Inventory modes classification can reduce the workload of grain depot management and it is time-saving, not labor-intensive. This paper proposed a method of using a temperature contour map converted from digital temperature data to classify stored grain inventory modes in a large bulk grain warehouse, which mainly included detection of inventory changes and routine operations performed (aeration). The back propagation (BP) neural network was used in this method to identify and classify grain storage inventory modes based on the temperature contour map for helping grain depot management work. The method extracted and combined color coherence vector (CCV), texture feature vector (TFV) and smoothness feature vector (SFV) of temperature contour maps as the input vector of the BP neural network, and used inventory modes as the output vector.
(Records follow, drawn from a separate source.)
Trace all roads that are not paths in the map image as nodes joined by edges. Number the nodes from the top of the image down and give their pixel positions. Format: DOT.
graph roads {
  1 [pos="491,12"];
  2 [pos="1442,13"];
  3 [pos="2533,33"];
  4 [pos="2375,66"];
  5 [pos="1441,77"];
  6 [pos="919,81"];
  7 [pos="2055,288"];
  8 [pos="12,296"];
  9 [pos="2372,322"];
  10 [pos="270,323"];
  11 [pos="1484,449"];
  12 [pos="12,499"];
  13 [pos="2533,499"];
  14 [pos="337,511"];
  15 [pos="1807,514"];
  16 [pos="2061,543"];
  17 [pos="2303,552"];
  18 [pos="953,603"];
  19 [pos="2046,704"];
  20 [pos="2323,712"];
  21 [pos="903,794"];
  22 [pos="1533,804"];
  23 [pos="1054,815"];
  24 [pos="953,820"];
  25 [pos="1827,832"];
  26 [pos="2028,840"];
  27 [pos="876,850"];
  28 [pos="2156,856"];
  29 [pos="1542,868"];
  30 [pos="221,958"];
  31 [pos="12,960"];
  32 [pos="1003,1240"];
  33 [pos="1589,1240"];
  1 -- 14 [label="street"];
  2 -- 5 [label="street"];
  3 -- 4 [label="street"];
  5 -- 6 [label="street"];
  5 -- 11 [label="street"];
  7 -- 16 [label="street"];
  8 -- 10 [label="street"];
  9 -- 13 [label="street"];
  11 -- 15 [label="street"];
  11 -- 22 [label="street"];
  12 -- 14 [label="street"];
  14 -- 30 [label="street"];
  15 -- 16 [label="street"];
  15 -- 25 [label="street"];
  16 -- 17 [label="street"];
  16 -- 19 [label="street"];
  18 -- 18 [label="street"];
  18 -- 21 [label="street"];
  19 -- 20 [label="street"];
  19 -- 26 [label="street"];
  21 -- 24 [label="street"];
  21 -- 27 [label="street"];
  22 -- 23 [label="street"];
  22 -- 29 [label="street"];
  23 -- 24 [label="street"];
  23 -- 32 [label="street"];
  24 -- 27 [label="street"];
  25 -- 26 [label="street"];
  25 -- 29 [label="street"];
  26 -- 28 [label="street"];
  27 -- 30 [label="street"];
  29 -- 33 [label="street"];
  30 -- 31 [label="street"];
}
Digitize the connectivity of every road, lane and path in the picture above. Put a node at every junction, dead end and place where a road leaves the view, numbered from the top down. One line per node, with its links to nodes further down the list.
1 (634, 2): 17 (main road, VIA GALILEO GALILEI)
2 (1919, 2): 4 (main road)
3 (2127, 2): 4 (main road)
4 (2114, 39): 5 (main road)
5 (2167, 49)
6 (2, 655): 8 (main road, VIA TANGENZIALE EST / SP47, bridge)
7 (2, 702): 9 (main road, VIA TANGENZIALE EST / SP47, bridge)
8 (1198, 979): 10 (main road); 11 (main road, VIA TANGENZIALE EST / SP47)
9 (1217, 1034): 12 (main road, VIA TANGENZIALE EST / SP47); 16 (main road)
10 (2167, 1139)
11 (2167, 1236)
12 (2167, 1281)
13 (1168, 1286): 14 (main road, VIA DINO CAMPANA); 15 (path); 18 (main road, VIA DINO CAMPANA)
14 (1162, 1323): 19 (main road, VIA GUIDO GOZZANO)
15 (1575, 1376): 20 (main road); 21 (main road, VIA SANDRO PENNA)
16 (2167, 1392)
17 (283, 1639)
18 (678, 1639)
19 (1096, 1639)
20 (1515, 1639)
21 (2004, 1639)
The experimental results indicated that the accuracy of the BP neural network with vector (CCV and TFV and SFV) as the input vector was about 93.9%, and its training time and prediction time were 320 and 0.12 s, respectively.

Suggested Citation

  • Hongwei Cui & Qiang Zhang & Jinsong Zhang & Zidan Wu & Wenfu Wu, 2021. "Classification of Grain Storage Inventory Modes Based on Temperature Contour Map of Grain Bulk Using Back Propagation Neural Network," Agriculture, MDPI, vol. 11(5), pages 1-15, May.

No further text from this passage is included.